Prepa Submits Recovery Plan as Creditors Say Talks Continue

Updated on

Puerto Rico’s junk-rated power agency presented a restructuring plan to creditors that recommends at least $2.3 billion of investment to modernize operations and restore its finances. Bondholders said the proposal is a basis for further talks, while calling some aspects “unworkable.”

The utility, known as Prepa, owes nearly $9 billion and faces a $416 million principal and interest payment July 1. It can’t support debt service through existing cash flow, according to the plan released Monday. The authority is seeking to revamp its systems, reduce dependency on oil and lower electricity costs that are double those on the U.S. mainland.

Puerto Rico and its agencies have $72 billion of bonds, almost a third of which is held by hedge funds, according to Mikhail Foux, a municipal debt strategist at Barclays Capital in New York. A Prepa restructuring would be the largest ever in the municipal market and may offer a framework for how other commonwealth entities could overhaul operations and lower debt. The success of the talks will depend on how much both sides are willing to give up, said David Tawil, co-founder of hedge fund Maglan Capital LP.

“It all depends on how far either side has dug in their heels,” said Tawil, who manages $80 million in New York. “I hope that the bondholders are willing to give up something in order to allow this to move forward.”

Burden Sharing

The agency’s plan, which doesn’t outline any potential bondholder losses, proposes to share the burden of the overhaul between ratepayers, creditors, workers and management. It sets a goal of reaching an agreement by June 30.

The report is a basis for “further collaboration,” according to Stephen Spencer, a managing director at Houlihan Lokey, financial adviser to Prepa bondholders. The agency in August signed an agreement with bondholders, insurance companies and banks that gave the utility time to develop a restructuring plan. That accord has been extended three times and ends Thursday.

“While elements of the plan were positive from our perspective, there were also aspects that were unworkable and will require further negotiation,” Spencer said in an e-mailed statement Monday.

The utility will make an announcement on the forbearance agreement before the June 4 deadline, Lisa Donahue, Prepa’s chief restructuring officer, said in a statement.

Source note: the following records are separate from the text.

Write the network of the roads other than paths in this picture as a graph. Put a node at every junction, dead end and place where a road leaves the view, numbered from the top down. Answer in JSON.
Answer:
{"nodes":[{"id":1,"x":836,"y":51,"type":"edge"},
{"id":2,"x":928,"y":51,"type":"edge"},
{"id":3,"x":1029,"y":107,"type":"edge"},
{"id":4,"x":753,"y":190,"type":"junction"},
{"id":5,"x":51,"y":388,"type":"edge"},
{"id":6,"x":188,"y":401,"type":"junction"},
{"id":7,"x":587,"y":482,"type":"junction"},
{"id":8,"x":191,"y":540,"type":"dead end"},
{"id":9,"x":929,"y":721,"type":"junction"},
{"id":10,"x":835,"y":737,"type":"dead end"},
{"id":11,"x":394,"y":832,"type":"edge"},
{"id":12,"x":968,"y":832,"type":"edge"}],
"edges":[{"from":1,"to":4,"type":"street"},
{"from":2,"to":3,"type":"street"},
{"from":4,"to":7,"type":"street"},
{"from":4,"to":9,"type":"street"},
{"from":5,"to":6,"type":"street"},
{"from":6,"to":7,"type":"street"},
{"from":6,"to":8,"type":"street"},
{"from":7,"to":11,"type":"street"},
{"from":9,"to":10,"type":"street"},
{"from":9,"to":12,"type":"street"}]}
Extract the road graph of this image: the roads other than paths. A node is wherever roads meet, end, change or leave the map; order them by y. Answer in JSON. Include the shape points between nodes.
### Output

“We look forward to continuing to work closely with all of our stakeholders to come to an agreement on the path forward,” Donahue said.

Outside Hands

Outside investors chosen through competitive bidding would upgrade the system, according to the plan. Prepa is also considering a potential outside operator to manage it. The changes would potentially save $318 million annually by 2018.

Prepa “is a public corporation in serious decay, which is inefficient, politicized, and incapable of fulfilling its financial and environmental obligations, among others,” Governor Alejandro Garcia Padilla said in a statement. “The transformation must be completed at all levels.”

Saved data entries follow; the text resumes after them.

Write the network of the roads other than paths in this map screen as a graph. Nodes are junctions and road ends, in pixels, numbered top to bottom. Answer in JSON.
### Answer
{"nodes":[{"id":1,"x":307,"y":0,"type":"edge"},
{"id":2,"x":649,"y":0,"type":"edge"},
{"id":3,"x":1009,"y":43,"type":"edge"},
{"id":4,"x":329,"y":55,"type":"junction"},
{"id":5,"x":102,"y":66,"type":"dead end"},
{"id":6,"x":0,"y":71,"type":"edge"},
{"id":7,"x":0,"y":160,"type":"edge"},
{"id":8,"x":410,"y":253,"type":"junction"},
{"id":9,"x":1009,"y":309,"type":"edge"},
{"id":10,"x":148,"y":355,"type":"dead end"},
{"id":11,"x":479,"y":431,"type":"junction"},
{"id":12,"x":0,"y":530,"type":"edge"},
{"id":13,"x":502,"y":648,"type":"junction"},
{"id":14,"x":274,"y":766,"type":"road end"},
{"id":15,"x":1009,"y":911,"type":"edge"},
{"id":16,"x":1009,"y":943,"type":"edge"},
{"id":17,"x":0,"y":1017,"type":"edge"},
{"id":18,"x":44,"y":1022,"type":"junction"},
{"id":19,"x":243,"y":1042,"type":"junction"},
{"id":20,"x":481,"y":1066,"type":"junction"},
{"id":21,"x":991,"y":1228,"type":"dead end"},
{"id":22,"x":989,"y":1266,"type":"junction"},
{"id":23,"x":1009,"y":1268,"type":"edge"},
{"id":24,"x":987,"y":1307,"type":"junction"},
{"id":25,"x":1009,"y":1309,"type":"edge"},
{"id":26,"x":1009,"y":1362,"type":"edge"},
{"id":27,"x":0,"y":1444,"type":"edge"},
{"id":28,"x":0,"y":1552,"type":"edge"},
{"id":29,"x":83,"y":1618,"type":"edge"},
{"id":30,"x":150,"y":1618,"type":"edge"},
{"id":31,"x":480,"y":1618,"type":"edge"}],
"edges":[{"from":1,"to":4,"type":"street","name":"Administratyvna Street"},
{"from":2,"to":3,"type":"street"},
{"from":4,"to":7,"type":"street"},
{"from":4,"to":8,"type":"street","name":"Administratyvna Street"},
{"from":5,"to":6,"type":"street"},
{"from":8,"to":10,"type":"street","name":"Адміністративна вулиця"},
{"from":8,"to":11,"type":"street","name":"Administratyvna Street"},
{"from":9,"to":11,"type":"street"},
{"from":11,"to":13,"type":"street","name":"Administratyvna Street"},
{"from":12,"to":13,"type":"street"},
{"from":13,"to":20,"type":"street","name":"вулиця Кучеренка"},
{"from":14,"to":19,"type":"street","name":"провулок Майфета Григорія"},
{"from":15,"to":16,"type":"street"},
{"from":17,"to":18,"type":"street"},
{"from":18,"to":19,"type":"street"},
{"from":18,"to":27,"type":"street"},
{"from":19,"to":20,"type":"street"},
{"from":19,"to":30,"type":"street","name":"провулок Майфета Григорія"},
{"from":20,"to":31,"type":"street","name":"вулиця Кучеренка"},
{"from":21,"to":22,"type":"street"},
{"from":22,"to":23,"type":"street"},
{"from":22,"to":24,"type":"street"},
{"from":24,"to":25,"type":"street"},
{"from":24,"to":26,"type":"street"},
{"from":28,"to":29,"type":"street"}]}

A challenge for the discussions is finding common ground between traditional municipal investors, who have held the debt for years and hedge funds who’ve bought in the past two years anticipating a restructuring, Tawil said.

“It makes some funny bedfellows,” Tawil said.

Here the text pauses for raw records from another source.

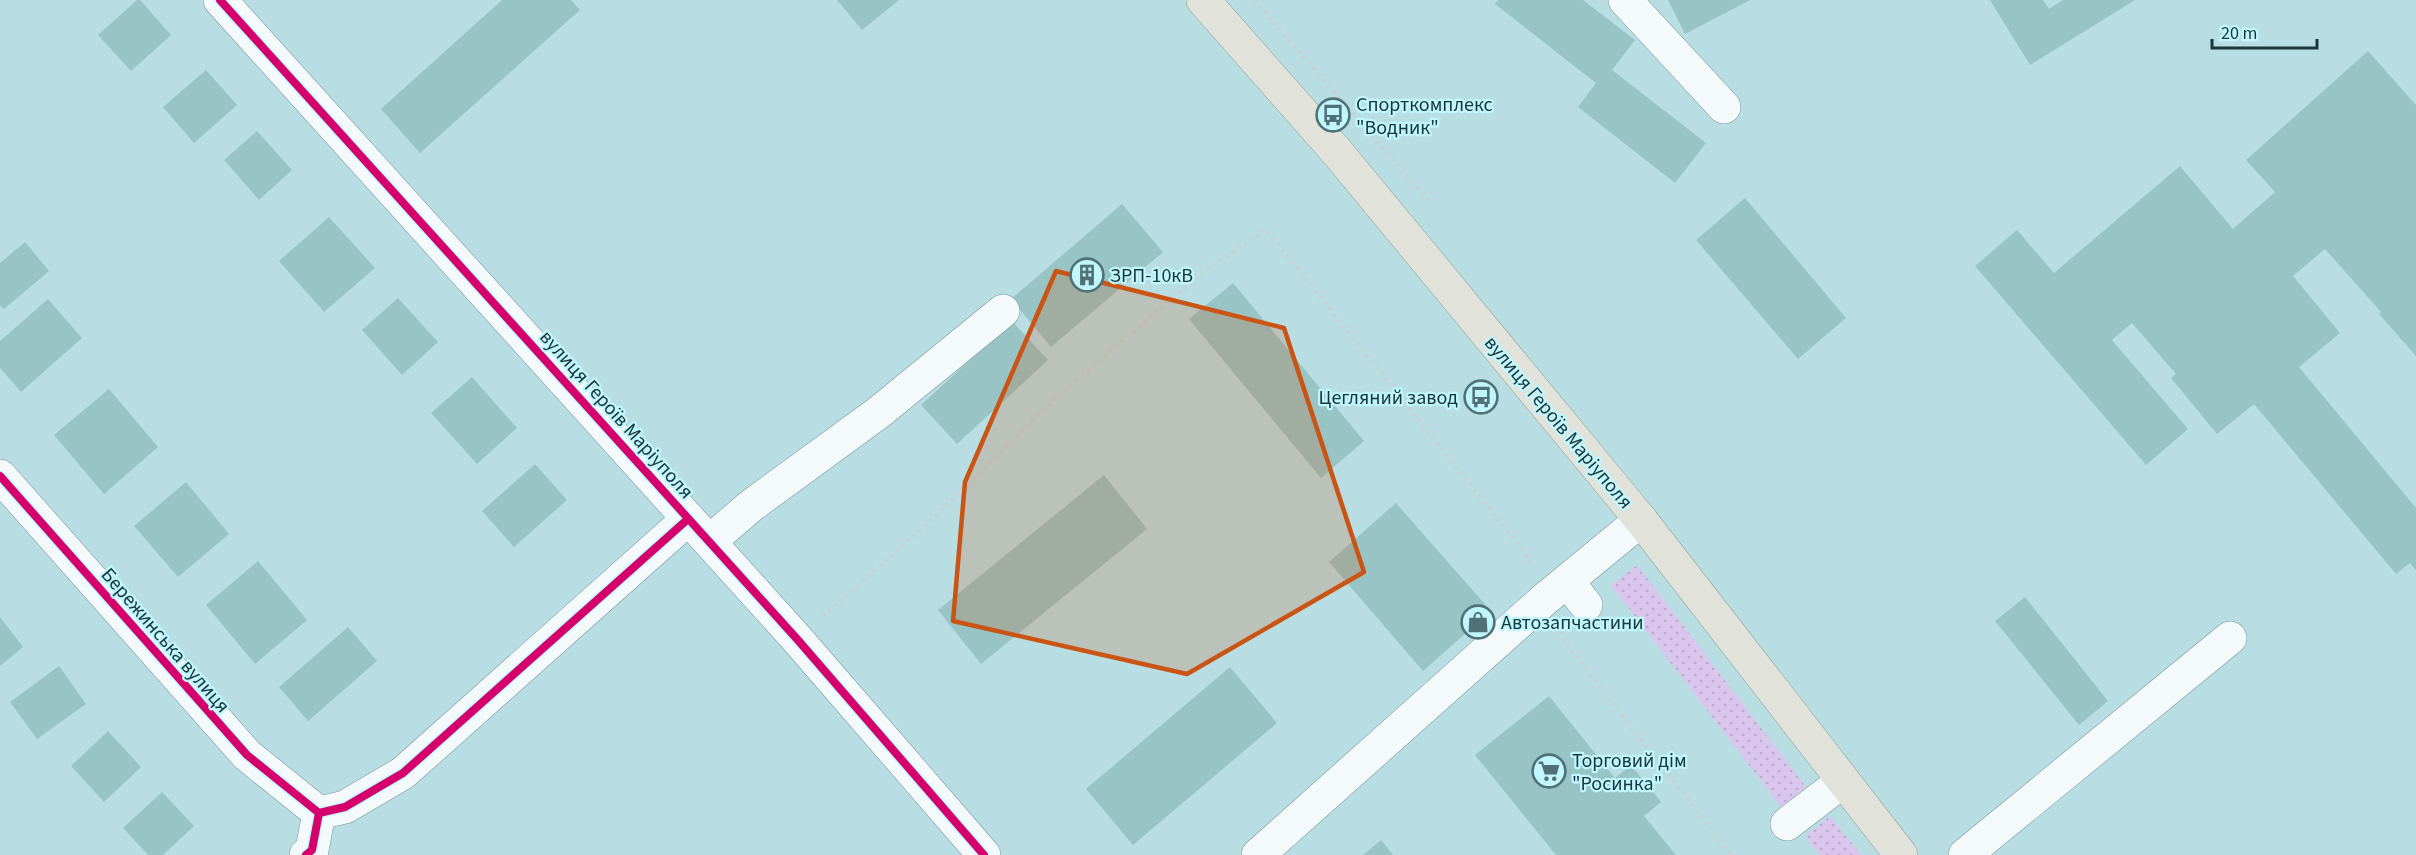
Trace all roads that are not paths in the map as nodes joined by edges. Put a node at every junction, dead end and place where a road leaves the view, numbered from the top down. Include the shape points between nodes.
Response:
1 (220, 0) edge
2 (1203, 0) edge
3 (1624, 0) edge
4 (1724, 107) dead end
5 (1003, 311) dead end
6 (0, 476) edge
7 (1641, 520) junction
8 (699, 530) junction
9 (2230, 638) dead end
10 (1843, 781) junction
11 (319, 813) junction
12 (1787, 824) dead end
13 (306, 855) edge
14 (984, 855) edge
15 (1258, 855) edge
16 (1901, 855) edge
17 (1965, 855) edge

1 - 8 street, вулиця Героїв Маріуполя
2 - 7 main road, вулиця Героїв Маріуполя via 1337,152
3 - 4 street
5 - 8 street via 878,413 752,505
6 - 11 street, Бережинська вулиця via 247,755
7 - 10 main road, вулиця Героїв Маріуполя
7 - 15 street via 1566,595
8 - 11 street via 500,688 404,773 345,807
8 - 14 street, вулиця Героїв Маріуполя
9 - 17 street
10 - 12 street
10 - 16 main road, вулиця Героїв Маріуполя
11 - 13 street via 312,850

As the utility sorts out its finances, lawmakers on the island are working to fill a budget deficit and arrange a $2.9 billion bond deal to raise cash. An agreement to raise the sales tax has spurred a rally in commonwealth debt by easing concern over a potential cash crash.

Puerto Rico securities have gained for 13 straight days through Monday, the longest stretch since July 2014, S&P Dow Jones Indices show.

General obligations maturing in July 2035 traded at an average price of 83.9 cents on the dollar Tuesday, up from below 80 cents in mid-May and close to a two-month high, according to data compiled by Bloomberg.

Prepa debt maturing in July 2037 traded Monday at an average price of 55.6 cents on the dollar, up from about 51 cents in mid-May. The securities reached as low as about 36.5 cents in July 2014.